Nascono due gruppi parlamentari : Forza Italia 1 e Forza Italia 2
Una legislatura difficile per Forza Italia in Sicilia, che si spacca sulla composizione della nuova giunta di governo e le frizioni tra Renato Schifani e Gianfranco Miccichè. Per chi non lo avesse ancora capito Miccichè resterà all’Ars, nonostante le dichiarazioni di lasciare il Parlamento siciliano, per misurare il passo al Presidente della regione. Non è andata giù al Coordinatore siciliano di Forza Italia la scelta ricaduta sulla nomina alla Sanità, casella cui avrebbe preferito Luisa Lanteri e presumibilmente la gestione contraddittoria degli assessori non deputati, venuta meno a seguito delle insistenze del gruppo parlamentare di Fratelli d’Italia, fino alle ultime ore prima della firma del decreto. Una nota stonata che ha fatto storcere il naso a quanti si sono attenuti al modello Schifani.
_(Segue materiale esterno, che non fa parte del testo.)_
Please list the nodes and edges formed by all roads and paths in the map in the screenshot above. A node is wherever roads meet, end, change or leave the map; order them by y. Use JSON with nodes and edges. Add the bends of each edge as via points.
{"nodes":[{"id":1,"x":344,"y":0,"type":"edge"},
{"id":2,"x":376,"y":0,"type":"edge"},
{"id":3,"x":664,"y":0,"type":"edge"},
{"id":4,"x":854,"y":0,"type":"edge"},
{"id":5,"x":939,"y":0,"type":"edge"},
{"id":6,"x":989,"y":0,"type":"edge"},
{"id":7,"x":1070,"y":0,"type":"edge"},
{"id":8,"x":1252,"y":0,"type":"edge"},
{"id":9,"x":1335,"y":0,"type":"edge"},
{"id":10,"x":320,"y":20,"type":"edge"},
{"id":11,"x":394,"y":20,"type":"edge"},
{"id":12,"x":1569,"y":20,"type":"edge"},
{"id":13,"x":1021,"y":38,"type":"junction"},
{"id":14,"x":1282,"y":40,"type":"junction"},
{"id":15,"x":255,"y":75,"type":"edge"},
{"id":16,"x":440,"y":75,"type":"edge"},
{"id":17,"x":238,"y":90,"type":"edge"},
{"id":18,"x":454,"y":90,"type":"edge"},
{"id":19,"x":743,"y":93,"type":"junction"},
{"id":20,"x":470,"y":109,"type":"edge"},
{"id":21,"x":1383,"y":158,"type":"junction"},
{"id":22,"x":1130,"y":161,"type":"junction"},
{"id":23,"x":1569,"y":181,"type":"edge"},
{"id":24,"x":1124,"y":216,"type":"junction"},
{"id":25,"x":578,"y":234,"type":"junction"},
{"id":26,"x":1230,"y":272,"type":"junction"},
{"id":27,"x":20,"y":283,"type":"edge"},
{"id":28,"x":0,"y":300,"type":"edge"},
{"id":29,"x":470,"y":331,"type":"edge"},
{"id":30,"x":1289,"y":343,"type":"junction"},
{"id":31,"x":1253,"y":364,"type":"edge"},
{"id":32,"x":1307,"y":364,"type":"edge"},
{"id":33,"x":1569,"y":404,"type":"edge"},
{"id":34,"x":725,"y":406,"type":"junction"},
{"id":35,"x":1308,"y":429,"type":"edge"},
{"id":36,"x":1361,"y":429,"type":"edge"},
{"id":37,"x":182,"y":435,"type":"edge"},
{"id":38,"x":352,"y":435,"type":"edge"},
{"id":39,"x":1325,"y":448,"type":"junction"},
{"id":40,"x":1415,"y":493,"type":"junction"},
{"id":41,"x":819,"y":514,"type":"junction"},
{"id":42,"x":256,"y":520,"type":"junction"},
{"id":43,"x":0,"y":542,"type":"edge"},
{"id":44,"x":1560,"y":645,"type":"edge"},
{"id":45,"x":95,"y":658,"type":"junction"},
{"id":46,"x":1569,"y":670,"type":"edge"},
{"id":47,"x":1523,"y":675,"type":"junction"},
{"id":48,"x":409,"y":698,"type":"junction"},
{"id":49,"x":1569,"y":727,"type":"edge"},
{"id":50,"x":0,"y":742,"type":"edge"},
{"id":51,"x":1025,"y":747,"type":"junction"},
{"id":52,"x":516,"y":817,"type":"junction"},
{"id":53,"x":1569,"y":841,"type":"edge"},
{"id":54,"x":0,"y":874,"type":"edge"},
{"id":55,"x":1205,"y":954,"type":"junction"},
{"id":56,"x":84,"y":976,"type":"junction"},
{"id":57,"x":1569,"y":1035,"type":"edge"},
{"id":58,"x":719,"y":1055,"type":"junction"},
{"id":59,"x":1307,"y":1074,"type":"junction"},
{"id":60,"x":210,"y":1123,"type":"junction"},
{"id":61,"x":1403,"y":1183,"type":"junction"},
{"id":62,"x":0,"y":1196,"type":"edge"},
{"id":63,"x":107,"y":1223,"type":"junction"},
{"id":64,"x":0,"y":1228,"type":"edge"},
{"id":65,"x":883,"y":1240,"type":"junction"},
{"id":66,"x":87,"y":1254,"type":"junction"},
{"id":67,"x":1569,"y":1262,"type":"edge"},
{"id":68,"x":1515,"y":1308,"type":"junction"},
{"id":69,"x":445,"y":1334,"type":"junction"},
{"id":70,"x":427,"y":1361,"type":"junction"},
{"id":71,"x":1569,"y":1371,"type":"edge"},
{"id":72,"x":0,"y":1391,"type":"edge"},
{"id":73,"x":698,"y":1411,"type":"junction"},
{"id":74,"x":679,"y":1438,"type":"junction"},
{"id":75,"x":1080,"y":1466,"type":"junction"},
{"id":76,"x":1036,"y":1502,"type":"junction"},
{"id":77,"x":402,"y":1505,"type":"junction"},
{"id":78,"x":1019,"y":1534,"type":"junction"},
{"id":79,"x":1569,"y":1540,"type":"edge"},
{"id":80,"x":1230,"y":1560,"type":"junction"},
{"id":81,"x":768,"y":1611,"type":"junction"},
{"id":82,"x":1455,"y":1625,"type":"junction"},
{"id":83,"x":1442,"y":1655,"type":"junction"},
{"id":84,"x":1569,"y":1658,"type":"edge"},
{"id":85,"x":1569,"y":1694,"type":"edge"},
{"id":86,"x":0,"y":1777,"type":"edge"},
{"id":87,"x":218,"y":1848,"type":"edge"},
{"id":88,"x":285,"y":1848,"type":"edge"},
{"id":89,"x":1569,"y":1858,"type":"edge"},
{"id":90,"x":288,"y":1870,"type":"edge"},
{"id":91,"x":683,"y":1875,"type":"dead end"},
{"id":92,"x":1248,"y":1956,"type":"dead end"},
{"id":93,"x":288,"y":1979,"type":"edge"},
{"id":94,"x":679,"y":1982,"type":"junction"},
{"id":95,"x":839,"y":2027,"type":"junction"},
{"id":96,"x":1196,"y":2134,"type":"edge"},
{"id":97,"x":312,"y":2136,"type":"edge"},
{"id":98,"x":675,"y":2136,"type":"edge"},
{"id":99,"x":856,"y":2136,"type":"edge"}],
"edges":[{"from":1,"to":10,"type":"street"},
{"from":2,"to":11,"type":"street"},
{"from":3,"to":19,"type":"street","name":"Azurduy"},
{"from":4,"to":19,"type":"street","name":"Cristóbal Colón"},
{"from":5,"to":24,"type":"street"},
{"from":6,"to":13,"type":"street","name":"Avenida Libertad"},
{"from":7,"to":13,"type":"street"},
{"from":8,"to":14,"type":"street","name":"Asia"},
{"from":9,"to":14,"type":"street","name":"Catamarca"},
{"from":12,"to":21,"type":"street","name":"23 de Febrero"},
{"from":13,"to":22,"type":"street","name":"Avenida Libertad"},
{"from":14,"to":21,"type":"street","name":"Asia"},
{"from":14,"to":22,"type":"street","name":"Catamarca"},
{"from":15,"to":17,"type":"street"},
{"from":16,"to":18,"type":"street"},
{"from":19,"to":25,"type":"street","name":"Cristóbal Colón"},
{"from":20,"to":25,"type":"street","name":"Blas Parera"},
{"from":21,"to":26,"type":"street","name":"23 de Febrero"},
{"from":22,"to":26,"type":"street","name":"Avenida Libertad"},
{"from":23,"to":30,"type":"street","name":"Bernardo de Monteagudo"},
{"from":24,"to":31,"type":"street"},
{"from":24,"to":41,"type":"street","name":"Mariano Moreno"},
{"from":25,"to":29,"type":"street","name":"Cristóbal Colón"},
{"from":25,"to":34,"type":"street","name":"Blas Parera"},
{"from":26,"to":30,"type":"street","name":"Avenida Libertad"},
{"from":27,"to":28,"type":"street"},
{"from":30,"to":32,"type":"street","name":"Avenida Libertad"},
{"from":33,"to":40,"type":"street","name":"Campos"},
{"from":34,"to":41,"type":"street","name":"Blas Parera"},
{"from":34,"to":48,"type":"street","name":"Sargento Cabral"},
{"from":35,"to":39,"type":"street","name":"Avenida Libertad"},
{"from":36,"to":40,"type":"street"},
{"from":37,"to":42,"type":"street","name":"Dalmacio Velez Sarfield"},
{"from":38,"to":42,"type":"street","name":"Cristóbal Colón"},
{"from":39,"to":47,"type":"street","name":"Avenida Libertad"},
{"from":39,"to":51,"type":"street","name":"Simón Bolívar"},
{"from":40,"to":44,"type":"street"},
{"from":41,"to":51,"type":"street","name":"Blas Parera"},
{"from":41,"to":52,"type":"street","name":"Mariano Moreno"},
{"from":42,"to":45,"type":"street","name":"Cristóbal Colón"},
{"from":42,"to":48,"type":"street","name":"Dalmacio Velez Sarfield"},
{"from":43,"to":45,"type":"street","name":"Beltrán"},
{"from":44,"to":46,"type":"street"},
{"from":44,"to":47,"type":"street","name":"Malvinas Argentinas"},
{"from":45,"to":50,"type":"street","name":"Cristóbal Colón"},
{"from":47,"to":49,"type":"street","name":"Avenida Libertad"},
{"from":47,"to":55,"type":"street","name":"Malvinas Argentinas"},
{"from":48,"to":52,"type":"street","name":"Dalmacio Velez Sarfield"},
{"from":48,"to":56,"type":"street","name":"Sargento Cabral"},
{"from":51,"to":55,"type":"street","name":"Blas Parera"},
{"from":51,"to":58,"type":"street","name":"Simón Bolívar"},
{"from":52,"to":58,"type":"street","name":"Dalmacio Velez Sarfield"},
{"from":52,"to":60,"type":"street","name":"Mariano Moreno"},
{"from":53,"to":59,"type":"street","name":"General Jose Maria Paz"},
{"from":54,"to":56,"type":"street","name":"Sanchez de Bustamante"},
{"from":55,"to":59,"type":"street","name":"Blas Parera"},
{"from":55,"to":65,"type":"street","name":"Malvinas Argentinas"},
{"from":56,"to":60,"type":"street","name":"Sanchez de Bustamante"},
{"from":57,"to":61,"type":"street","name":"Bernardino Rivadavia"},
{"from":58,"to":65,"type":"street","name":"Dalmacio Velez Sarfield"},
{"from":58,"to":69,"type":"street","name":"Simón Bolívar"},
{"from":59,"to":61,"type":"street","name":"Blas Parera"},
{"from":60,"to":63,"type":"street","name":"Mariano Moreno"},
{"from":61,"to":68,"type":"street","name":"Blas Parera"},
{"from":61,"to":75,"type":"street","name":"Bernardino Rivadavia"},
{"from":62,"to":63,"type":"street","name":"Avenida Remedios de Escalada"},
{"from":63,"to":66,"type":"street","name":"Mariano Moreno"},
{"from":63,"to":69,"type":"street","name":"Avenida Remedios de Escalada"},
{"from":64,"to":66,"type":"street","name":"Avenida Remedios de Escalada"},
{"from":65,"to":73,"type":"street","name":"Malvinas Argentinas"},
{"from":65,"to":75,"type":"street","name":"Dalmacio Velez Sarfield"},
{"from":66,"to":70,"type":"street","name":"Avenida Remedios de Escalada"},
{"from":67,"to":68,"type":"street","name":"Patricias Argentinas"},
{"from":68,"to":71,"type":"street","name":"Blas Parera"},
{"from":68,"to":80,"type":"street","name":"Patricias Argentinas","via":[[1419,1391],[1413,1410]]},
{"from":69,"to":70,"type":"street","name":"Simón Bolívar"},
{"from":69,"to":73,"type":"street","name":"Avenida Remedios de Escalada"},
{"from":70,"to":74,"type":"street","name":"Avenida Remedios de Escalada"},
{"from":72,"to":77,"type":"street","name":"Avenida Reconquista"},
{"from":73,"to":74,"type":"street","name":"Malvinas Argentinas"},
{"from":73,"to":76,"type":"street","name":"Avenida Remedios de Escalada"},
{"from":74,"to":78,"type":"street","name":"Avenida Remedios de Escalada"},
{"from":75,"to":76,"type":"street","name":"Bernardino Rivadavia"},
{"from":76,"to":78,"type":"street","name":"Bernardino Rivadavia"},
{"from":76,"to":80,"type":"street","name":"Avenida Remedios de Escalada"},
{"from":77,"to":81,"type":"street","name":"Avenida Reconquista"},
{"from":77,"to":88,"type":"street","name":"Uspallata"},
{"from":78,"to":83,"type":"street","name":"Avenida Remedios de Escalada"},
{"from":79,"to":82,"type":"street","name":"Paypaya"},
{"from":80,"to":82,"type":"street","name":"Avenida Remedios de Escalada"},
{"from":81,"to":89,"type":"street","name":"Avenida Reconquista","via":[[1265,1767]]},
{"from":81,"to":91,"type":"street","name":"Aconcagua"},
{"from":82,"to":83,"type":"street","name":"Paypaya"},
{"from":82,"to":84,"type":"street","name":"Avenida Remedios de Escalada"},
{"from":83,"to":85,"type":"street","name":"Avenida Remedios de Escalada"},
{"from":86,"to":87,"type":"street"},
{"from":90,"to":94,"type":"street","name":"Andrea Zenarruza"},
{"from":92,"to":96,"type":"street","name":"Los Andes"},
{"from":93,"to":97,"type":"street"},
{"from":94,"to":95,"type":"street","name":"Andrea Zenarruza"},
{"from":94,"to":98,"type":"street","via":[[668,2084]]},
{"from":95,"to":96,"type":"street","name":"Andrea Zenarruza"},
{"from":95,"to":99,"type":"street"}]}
A sancire la rottura è la costituzione all’Assemblea regionale di due gruppi parlamentari distinti: uno con 4 deputati è guidato da Miccichè che mantiene la carica di commissario del partito nell’Isola, nell’altro con 9 parlamentari è iscritto il governatore Renato Schifani, ed è presieduto da Stefano Pellegrino. I due capigruppo hanno formalizzato alla segreteria generale dell’Ars la formazione dei gruppi, che però portano entrambi il nome di Forza Italia.
Miccichè non aveva nascosto le sue perplessità su Schifani dichiarando: “Abbiamo un presidente della regione che non dice quello che dice il suo partito” e nel giorno dell’insediamento dell’Ars e dell’elezione del nuovo presidente (Gaetano Galvagno di FdI) aveva già fatto capire di considerarsi la mani libere.
La frattura in Parlamento
Secondo il coordinamento regionale di Fi, sono stati tre deputati (Tommaso Calderone, Nicola D’Agostino, Michele Mancuso) a chiedere «al coordinatore di Forza Italia, nonché rappresentante legale del partito in Sicilia, di costituire il gruppo di Forza Italia in Ars indicando lo stesso coordinatore come capogruppo» e questo «dopo l’ennesimo tentativo di trovare una linea comune tra tutti i deputati eletti all’Ars, con il simbolo di Forza Italia, e preso atto che una parte di questi ha organizzato una riunione, non convocata formalmente e senza aver consultato i vertici del partito».
«Pertanto – sostiene il coordinamento regionale di Fi – questo rimane l’unico gruppo di Forza Italia in seno all’Assemblea regionale siciliana». Ma l’altro fronte, «fedele» a Renato Schifani, fa sapere che il deputato Gennuso «ha aderito al nostro gruppo», sempre col simbolo di Forza Italia. Ne fanno parte 9 parlamentari: Edy Tamajo, Marco Falcone, Riccardo Gallo Afflitto, Luisa Lantieri, Margherita La Rocca Ruvolo, Riccardo Gennuso, Gaspare Vitrano e Stefano Pellegrino, che è capogruppo.
La legislatura è appena iniziata e le prime grane all’interno del partito di Forza Italia potrebbero compromettere la tenuta della maggioranza in Aula.Il presidente della Regione Schifani, infatti, poteva contare all’Ars su una platea di 40 deputati su 70, ma a questo punto si ridurrebbe a quota 36 senza Miccichè.